I met with a coworker and good friend last night for a drink, and our conversation is part of why I love her and living in this country and knowing the people I know and living as an actively exploratory ideologist.

We started talking about anti-Zionism, post-Zionism and neo-Zionism in the context of modern Israel and of course in relation to the more traditional forms of Zionism. We were just talking about what each one is, and how they relate to each other and ourselves and Israel – and of course, because we work for a Jewish organization, how it relates to Judaism. Then we moved into a discussion (argument, who am I kidding – we’re Israeli!) of whether Israel is a Democracy or a Theocracy. And what that means. Or most likely, where it lies in between the two. And if Israel is going to be a more true Democracy, what does that mean for its identity as a Jewish state? And how does that relate back to the Zionist discussion we were having before? What is Israel without a state identity as a Jewish land? Can it have that Jewish identity without state-enforced religion (or religious laws influencing the lives of non-Jews and those who chose not to practice their Judaism)?

From here we started talking about how the trend is that Jews (especially our generation) are becoming less Jewish – they don’t practice their religion as much, they don’t get involved with their local Jewish communities, they don’t feel connected to the religion or Israel – and they may or may not have any desire to. The question is, what is Judaism to today’s secular youth in the Diaspora? We decided that we need to start a movement, some kind of neo-Judaism, to address this. How do you reach the Jewish people who don’t particularly care about being Jewish? Or who just don’t feel all that connected to it, and aren’t motivated to get off their asses and get involved? How do you connect people with their roots? What is it that they WOULD respond to?

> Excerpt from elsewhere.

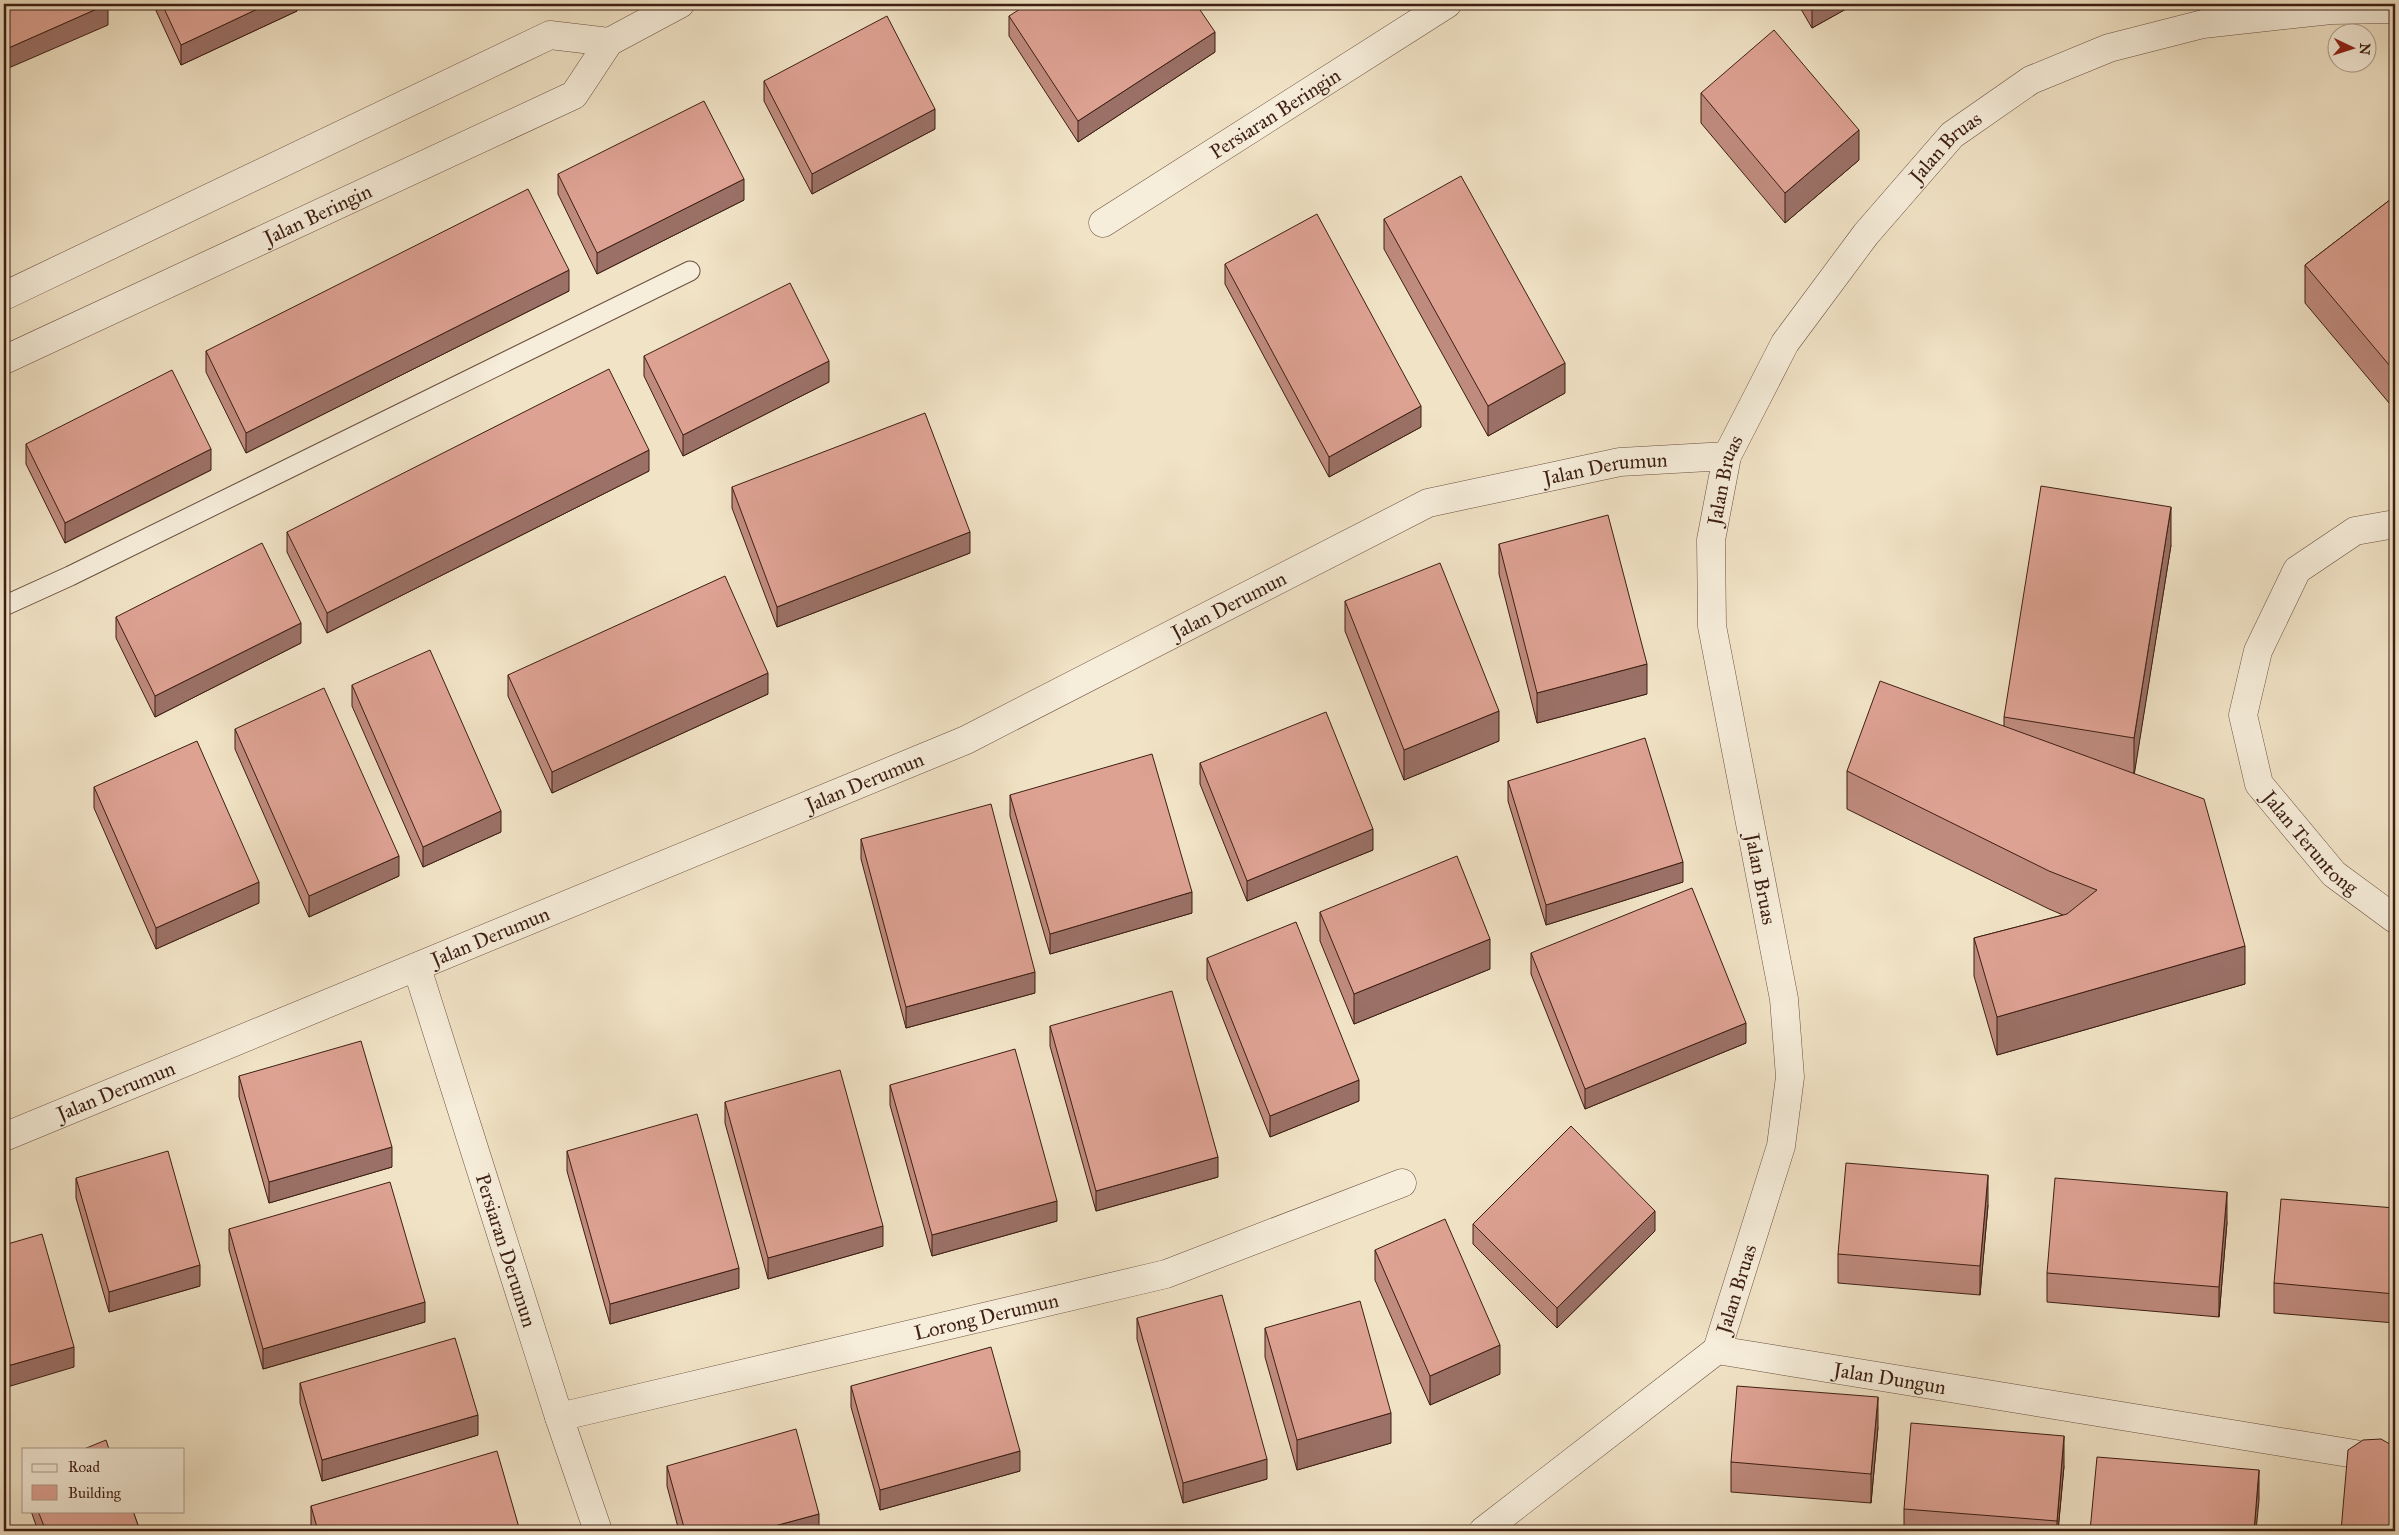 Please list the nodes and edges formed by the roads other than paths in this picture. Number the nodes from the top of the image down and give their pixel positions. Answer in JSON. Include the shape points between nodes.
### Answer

I’m actually a good starting point for this issue, since as an Israeli-American growing up in California, I never felt any connection to the American Jewish community. I felt different from the other kids at Hebrew school, and argued with my mom about why I had to go when she grew up with almost no religion at all on the kibbutz. When people would ask me what I was, I would say Israeli instead of Jewish, because that’s where my identity was. After going to Israel with a youth group when I was 15, I stopped being involved with my local Jewish community alltogether, besides the major holidays (I still was part of the Israeli community I grew up with, but that’s not the same thing at all). I actively avoided all Jewish organizations in college. So – what would have made me get involved? What about friends of mine who were even less “Jewish” than I was – who didn’t even have the connection to Israel? What would get them to feel connected? Is this important? Why?

I do think it’s important, because I think it’s important for everyone to know and understand and appreciate where they come from. My Irish side is equally important for me to appreciate and understand, even though I haven’t spent as much time investing in it (something I do intend to change), for the same reason. Knowing where you come from is an integral part of understanding who you are, I think.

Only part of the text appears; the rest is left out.